# DATA PROVIDED
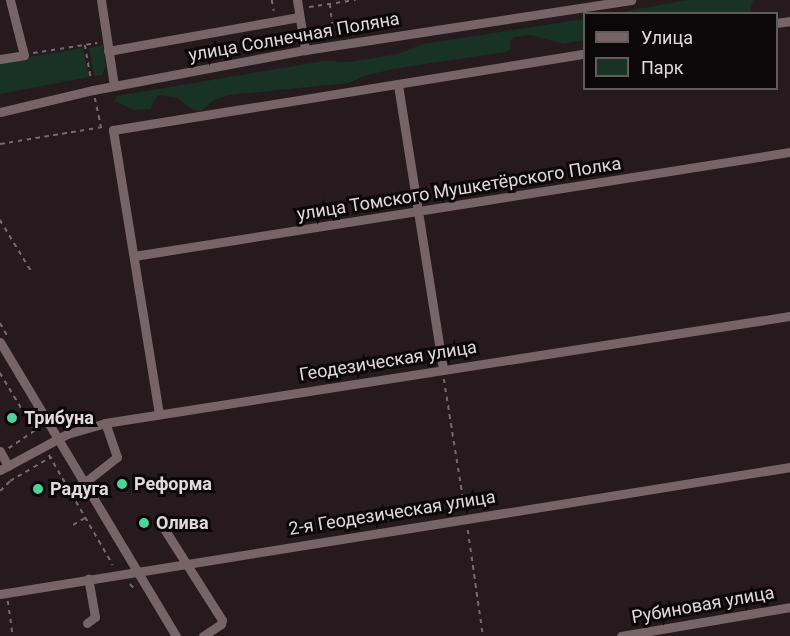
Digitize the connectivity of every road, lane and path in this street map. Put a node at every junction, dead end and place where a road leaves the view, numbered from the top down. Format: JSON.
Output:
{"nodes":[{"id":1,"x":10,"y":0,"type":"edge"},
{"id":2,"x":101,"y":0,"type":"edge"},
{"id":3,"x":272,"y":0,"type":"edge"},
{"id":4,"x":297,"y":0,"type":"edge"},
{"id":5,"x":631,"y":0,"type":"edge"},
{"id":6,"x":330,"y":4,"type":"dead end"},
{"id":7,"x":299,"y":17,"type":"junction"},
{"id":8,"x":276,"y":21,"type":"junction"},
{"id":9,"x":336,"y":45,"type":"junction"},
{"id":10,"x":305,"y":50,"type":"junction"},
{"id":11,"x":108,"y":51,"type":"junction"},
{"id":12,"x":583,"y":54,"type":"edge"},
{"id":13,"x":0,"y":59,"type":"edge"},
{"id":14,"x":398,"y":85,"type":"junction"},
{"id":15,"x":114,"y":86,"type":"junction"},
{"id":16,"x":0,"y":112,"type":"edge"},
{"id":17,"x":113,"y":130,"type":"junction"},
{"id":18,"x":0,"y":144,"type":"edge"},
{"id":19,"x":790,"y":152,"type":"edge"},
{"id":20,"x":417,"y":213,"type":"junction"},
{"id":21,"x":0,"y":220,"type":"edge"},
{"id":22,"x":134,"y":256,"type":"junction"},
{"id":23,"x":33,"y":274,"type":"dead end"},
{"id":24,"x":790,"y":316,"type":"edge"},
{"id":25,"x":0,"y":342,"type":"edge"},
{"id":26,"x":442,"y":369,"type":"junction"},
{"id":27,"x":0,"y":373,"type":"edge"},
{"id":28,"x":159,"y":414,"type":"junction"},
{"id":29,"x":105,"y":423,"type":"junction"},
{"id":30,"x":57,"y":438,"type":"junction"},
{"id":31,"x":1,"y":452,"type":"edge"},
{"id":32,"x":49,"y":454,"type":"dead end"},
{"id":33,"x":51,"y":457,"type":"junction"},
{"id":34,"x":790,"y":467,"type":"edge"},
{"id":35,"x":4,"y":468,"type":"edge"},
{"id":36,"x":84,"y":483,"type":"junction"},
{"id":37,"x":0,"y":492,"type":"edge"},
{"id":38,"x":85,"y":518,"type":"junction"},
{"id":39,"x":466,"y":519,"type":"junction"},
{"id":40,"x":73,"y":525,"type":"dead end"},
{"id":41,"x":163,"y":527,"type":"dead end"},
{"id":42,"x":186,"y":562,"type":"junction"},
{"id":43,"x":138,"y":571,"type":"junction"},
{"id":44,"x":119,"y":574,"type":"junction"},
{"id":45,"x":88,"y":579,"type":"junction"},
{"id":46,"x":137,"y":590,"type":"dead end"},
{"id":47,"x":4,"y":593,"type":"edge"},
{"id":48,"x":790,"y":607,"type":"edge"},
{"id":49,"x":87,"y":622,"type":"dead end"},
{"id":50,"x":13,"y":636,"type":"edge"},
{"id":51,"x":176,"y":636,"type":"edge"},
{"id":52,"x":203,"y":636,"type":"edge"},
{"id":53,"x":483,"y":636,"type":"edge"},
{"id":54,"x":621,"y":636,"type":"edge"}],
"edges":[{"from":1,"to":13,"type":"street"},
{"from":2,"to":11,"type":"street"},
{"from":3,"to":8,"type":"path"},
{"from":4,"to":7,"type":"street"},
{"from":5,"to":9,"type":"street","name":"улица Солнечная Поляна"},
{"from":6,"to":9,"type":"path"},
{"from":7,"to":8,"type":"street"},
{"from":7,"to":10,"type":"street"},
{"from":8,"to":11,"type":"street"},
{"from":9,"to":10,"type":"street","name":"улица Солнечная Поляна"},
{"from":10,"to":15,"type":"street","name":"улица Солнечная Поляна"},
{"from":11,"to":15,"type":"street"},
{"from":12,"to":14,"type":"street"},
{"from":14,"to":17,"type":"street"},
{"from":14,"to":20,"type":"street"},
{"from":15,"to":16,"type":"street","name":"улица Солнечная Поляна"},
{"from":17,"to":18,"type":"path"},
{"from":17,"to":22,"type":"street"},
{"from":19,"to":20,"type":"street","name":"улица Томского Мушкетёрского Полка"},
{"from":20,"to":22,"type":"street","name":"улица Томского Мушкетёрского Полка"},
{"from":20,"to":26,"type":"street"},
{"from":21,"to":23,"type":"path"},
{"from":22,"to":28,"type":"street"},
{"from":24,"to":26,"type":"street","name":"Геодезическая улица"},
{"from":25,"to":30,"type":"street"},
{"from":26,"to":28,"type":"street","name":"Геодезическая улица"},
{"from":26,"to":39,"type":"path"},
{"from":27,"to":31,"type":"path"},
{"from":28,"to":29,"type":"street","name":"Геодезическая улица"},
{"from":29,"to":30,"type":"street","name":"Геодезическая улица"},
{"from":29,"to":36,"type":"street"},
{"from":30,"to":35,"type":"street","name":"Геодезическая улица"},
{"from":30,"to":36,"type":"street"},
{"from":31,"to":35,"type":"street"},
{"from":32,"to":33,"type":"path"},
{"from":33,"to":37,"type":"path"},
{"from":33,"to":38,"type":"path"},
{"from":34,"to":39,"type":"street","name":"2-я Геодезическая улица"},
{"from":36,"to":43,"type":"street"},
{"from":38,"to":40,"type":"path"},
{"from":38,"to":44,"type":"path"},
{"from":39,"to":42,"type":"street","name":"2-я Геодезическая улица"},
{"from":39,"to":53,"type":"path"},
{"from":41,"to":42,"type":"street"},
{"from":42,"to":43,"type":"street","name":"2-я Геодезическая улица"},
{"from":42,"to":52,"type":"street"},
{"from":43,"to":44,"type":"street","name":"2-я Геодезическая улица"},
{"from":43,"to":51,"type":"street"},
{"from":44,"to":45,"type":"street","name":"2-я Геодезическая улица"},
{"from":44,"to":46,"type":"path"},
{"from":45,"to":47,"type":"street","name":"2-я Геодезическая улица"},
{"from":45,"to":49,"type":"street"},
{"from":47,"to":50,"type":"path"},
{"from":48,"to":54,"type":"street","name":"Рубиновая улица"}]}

# TRY IT
Would you return the whole listing exactly, without the pictures?

# SOLUTION FOR THIS TASK
Digitize the connectivity of every road, lane and path in this street map. Put a node at every junction, dead end and place where a road leaves the view, numbered from the top down. Format: JSON.
Output:
{"nodes":[{"id":1,"x":10,"y":0,"type":"edge"},
{"id":2,"x":101,"y":0,"type":"edge"},
{"id":3,"x":272,"y":0,"type":"edge"},
{"id":4,"x":297,"y":0,"type":"edge"},
{"id":5,"x":631,"y":0,"type":"edge"},
{"id":6,"x":330,"y":4,"type":"dead end"},
{"id":7,"x":299,"y":17,"type":"junction"},
{"id":8,"x":276,"y":21,"type":"junction"},
{"id":9,"x":336,"y":45,"type":"junction"},
{"id":10,"x":305,"y":50,"type":"junction"},
{"id":11,"x":108,"y":51,"type":"junction"},
{"id":12,"x":583,"y":54,"type":"edge"},
{"id":13,"x":0,"y":59,"type":"edge"},
{"id":14,"x":398,"y":85,"type":"junction"},
{"id":15,"x":114,"y":86,"type":"junction"},
{"id":16,"x":0,"y":112,"type":"edge"},
{"id":17,"x":113,"y":130,"type":"junction"},
{"id":18,"x":0,"y":144,"type":"edge"},
{"id":19,"x":790,"y":152,"type":"edge"},
{"id":20,"x":417,"y":213,"type":"junction"},
{"id":21,"x":0,"y":220,"type":"edge"},
{"id":22,"x":134,"y":256,"type":"junction"},
{"id":23,"x":33,"y":274,"type":"dead end"},
{"id":24,"x":790,"y":316,"type":"edge"},
{"id":25,"x":0,"y":342,"type":"edge"},
{"id":26,"x":442,"y":369,"type":"junction"},
{"id":27,"x":0,"y":373,"type":"edge"},
{"id":28,"x":159,"y":414,"type":"junction"},
{"id":29,"x":105,"y":423,"type":"junction"},
{"id":30,"x":57,"y":438,"type":"junction"},
{"id":31,"x":1,"y":452,"type":"edge"},
{"id":32,"x":49,"y":454,"type":"dead end"},
{"id":33,"x":51,"y":457,"type":"junction"},
{"id":34,"x":790,"y":467,"type":"edge"},
{"id":35,"x":4,"y":468,"type":"edge"},
{"id":36,"x":84,"y":483,"type":"junction"},
{"id":37,"x":0,"y":492,"type":"edge"},
{"id":38,"x":85,"y":518,"type":"junction"},
{"id":39,"x":466,"y":519,"type":"junction"},
{"id":40,"x":73,"y":525,"type":"dead end"},
{"id":41,"x":163,"y":527,"type":"dead end"},
{"id":42,"x":186,"y":562,"type":"junction"},
{"id":43,"x":138,"y":571,"type":"junction"},
{"id":44,"x":119,"y":574,"type":"junction"},
{"id":45,"x":88,"y":579,"type":"junction"},
{"id":46,"x":137,"y":590,"type":"dead end"},
{"id":47,"x":4,"y":593,"type":"edge"},
{"id":48,"x":790,"y":607,"type":"edge"},
{"id":49,"x":87,"y":622,"type":"dead end"},
{"id":50,"x":13,"y":636,"type":"edge"},
{"id":51,"x":176,"y":636,"type":"edge"},
{"id":52,"x":203,"y":636,"type":"edge"},
{"id":53,"x":483,"y":636,"type":"edge"},
{"id":54,"x":621,"y":636,"type":"edge"}],
"edges":[{"from":1,"to":13,"type":"street"},
{"from":2,"to":11,"type":"street"},
{"from":3,"to":8,"type":"path"},
{"from":4,"to":7,"type":"street"},
{"from":5,"to":9,"type":"street","name":"улица Солнечная Поляна"},
{"from":6,"to":9,"type":"path"},
{"from":7,"to":8,"type":"street"},
{"from":7,"to":10,"type":"street"},
{"from":8,"to":11,"type":"street"},
{"from":9,"to":10,"type":"street","name":"улица Солнечная Поляна"},
{"from":10,"to":15,"type":"street","name":"улица Солнечная Поляна"},
{"from":11,"to":15,"type":"street"},
{"from":12,"to":14,"type":"street"},
{"from":14,"to":17,"type":"street"},
{"from":14,"to":20,"type":"street"},
{"from":15,"to":16,"type":"street","name":"улица Солнечная Поляна"},
{"from":17,"to":18,"type":"path"},
{"from":17,"to":22,"type":"street"},
{"from":19,"to":20,"type":"street","name":"улица Томского Мушкетёрского Полка"},
{"from":20,"to":22,"type":"street","name":"улица Томского Мушкетёрского Полка"},
{"from":20,"to":26,"type":"street"},
{"from":21,"to":23,"type":"path"},
{"from":22,"to":28,"type":"street"},
{"from":24,"to":26,"type":"street","name":"Геодезическая улица"},
{"from":25,"to":30,"type":"street"},
{"from":26,"to":28,"type":"street","name":"Геодезическая улица"},
{"from":26,"to":39,"type":"path"},
{"from":27,"to":31,"type":"path"},
{"from":28,"to":29,"type":"street","name":"Геодезическая улица"},
{"from":29,"to":30,"type":"street","name":"Геодезическая улица"},
{"from":29,"to":36,"type":"street"},
{"from":30,"to":35,"type":"street","name":"Геодезическая улица"},
{"from":30,"to":36,"type":"street"},
{"from":31,"to":35,"type":"street"},
{"from":32,"to":33,"type":"path"},
{"from":33,"to":37,"type":"path"},
{"from":33,"to":38,"type":"path"},
{"from":34,"to":39,"type":"street","name":"2-я Геодезическая улица"},
{"from":36,"to":43,"type":"street"},
{"from":38,"to":40,"type":"path"},
{"from":38,"to":44,"type":"path"},
{"from":39,"to":42,"type":"street","name":"2-я Геодезическая улица"},
{"from":39,"to":53,"type":"path"},
{"from":41,"to":42,"type":"street"},
{"from":42,"to":43,"type":"street","name":"2-я Геодезическая улица"},
{"from":42,"to":52,"type":"street"},
{"from":43,"to":44,"type":"street","name":"2-я Геодезическая улица"},
{"from":43,"to":51,"type":"street"},
{"from":44,"to":45,"type":"street","name":"2-я Геодезическая улица"},
{"from":44,"to":46,"type":"path"},
{"from":45,"to":47,"type":"street","name":"2-я Геодезическая улица"},
{"from":45,"to":49,"type":"street"},
{"from":47,"to":50,"type":"path"},
{"from":48,"to":54,"type":"street","name":"Рубиновая улица"}]}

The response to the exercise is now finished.